Im Fokus der Studie stand eine umfangreiche Analyse der bekannten Bedrohungslagen für die betrachteten Content-Management-Systeme. Den Ausgangspunkt bildete die Untersuchung gemeldeter und von den Open-Source-Projekten anerkannten Schwachstellen. Dafür wurde die National Vulnerability Database (NVD) der US-amerikanischen Standardisierungsbehörde NIST herangezogen. In ihr werden alle nachvollziehbaren Schwachstellen mit eindeutigem Identifikator geführt. Die Vermutung lag nahe, dass jene Systeme, welche bei der Beurteilung der Sicherheitskriterien gut abschneiden würden, die wenigsten Schwachstellen aufweisen würden. Im Rückblick erwies sich die Selektion und Zuordnung aber als schwierig. Die Standardisierung der gemeldeten Schwachstellen reicht gegenwärtig noch nicht aus, um daraus Rückschlüsse auf künftige Risiken beim Einsatz des jeweiligen Systems zu ziehen. Sehr aufschlussreich waren hingegen die von den Open-Source-Projekten veröffentlichten Advisories. Sie lassen sehr schnell erkennen, in welcher Frequenz Sicherheits­Updates notwendig sind, wie kritisch Lücken von der Entwickler-Community eingeschätzt und wie gut diese dokumentiert werden. Das zentrale Ergebnis der Studie: Alle betrachteten Open-Source-Systeme besitzen ein angemessenes Sicherheitsniveau und haben nachweislich einen Sicherheitsprozess zur Behebung von Schwachstellen implementiert. Tatsächlich entspricht die Umsetzung eines solchen Sicherheitsprozesses dem aktuellen Stand der Technik, den selbst viele kommerzielle Software-Pakete nicht erreichen. Sicherheitsrelevante Unterschiede zwischen den betrachteten CMS ergeben sich vor allem aus dem Konfigurationsaufwand bei der Erstinstallation und dem Einspielen von Patches. Ein CMS zu konfigurieren ist aufwändiger als die Installation einer spezialisierten Web-Applikation. Denn das CMS liefert lediglich eine Basisinstallation, die sehr genau an die verschiedenen Anwendungsfälle und Rahmenbedingungen angepasst werden muss. Deshalb steht und fällt die effektive Sicherheit einer Website mit der Sorgfalt bei der Konfiguration und der Auswahl der Erweiterungen.

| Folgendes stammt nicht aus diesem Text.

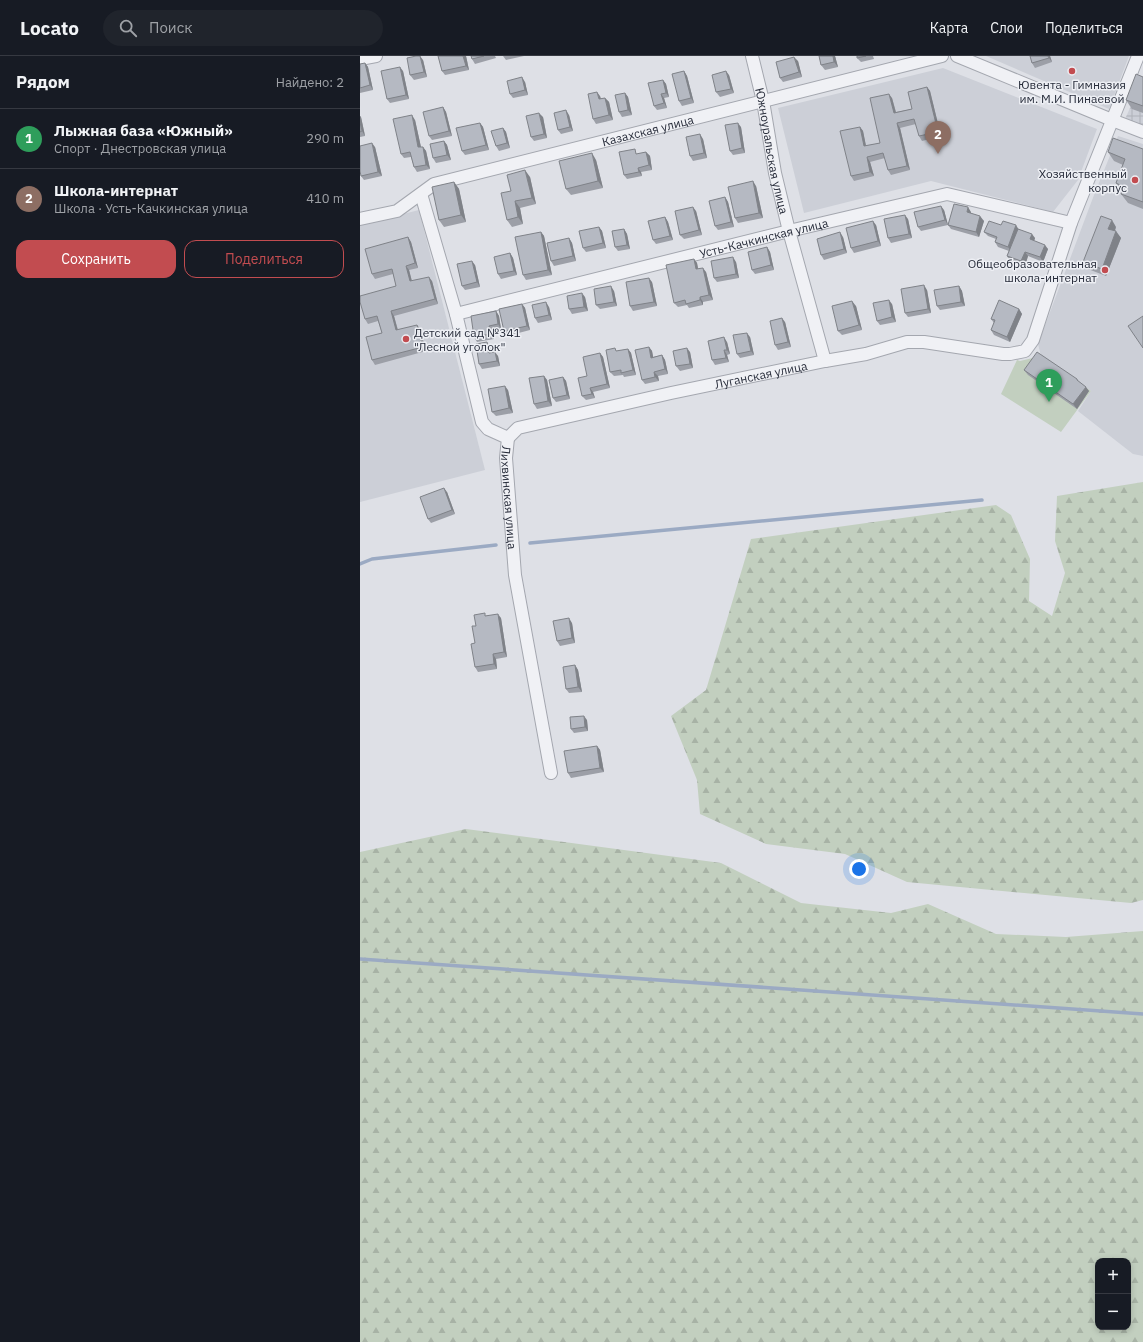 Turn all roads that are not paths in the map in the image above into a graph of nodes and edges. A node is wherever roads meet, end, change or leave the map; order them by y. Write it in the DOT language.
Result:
graph roads {
  1 [pos="376,56"];
  2 [pos="752,56"];
  3 [pos="942,56"];
  4 [pos="957,56"];
  5 [pos="1138,56"];
  6 [pos="360,59"];
  7 [pos="763,101"];
  8 [pos="1112,120"];
  9 [pos="1143,132"];
  10 [pos="421,194"];
  11 [pos="360,219"];
  12 [pos="1072,224"];
  13 [pos="789,231"];
  14 [pos="456,314"];
  15 [pos="825,361"];
  16 [pos="508,438"];
  17 [pos="551,773"];
  1 -- 6 [label="street"];
  2 -- 7 [label="street, Южноуральская улица"];
  3 -- 7 [label="street, Казахская улица"];
  4 -- 8 [label="street"];
  5 -- 8 [label="street"];
  7 -- 10 [label="street, Казахская улица"];
  7 -- 13 [label="street, Южноуральская улица"];
  8 -- 9 [label="street"];
  8 -- 12 [label="street"];
  10 -- 11 [label="street, Казахская улица"];
  10 -- 14 [label="street, Лихвинская улица"];
  12 -- 13 [label="street, Усть-Качкинская улица"];
  12 -- 15 [label="street, Луганская улица"];
  13 -- 14 [label="street, Усть-Качкинская улица"];
  13 -- 15 [label="street, Южноуральская улица"];
  14 -- 16 [label="street, Лихвинская улица"];
  15 -- 16 [label="street, Луганская улица"];
  16 -- 17 [label="street, Лихвинская улица"];
}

Empfehlungen für einen sicheren Betrieb

Die positive Bewertung der Open-Source-CMS darf nicht darüber hinwegtäuschen, dass keines der betrachteten Systeme unbeobachtet oder durch einen unbedarften Anwender betrieben werden kann. Die Studie empfiehlt täglich 15 Minuten professionelle CMS-Pflege pro Website. Erst dann sind die Systeme sicherheitstechnisch weitgehend gebrauchstauglich. Um den Aufwand für eine nachhaltig sichere CMS-Konfiguration, ein professionelles System-Management und regelmäßige Security Reviews überschaubar zu halten, greifen Entwickler in der Regel auf bewährte Hard- und Software-Bausteine zurück. Die Studie diskutiert diesen Ansatz anhand geeigneter Module und Konfigurationen in den vier genannten Anwendungsszenarien.
Content-Management-Systeme unterliegen dem permanenten Wettstreit zwischen Exploit-Entwicklern und Security Teams. Vor dem Hintergrund der Handlungsempfehlungen der Studie und angesichts des durch Angriffe entstehenden Schadens, sind intelligente Sicherheitsgateways ein geeignetes Mittel zur Abwehr. Denn jeder Seitenbetreiber ist solange einem latenten Risiko ausgesetzt, bis für eine Sicherheitsschwachstelle ein Bugfix verfügbar ist. Ein intelligentes Sicherheitsgateway, das unveröffentlichte Sicherheitslücken an ungewohnten Kommunikationsmustern erkennt, kann hier eine große Hilfe sein. Diese regelbasierten Firewall-Systeme erkennen von der Norm abweichendes Verhalten und verhindern, dass Websites vor dem Erscheinen von Sicherheits-Updates befallen werden. Ein sehr effektives Werkzeug sind zudem spezialisierte CMS-Sicherheitstests. Einmal gemeinsam mit einem externen Spezialisten zusammengestellt und auf das System abgestimmt, sollten die Penetration-Tests nach jedem CMS-Update durchgeführt werden.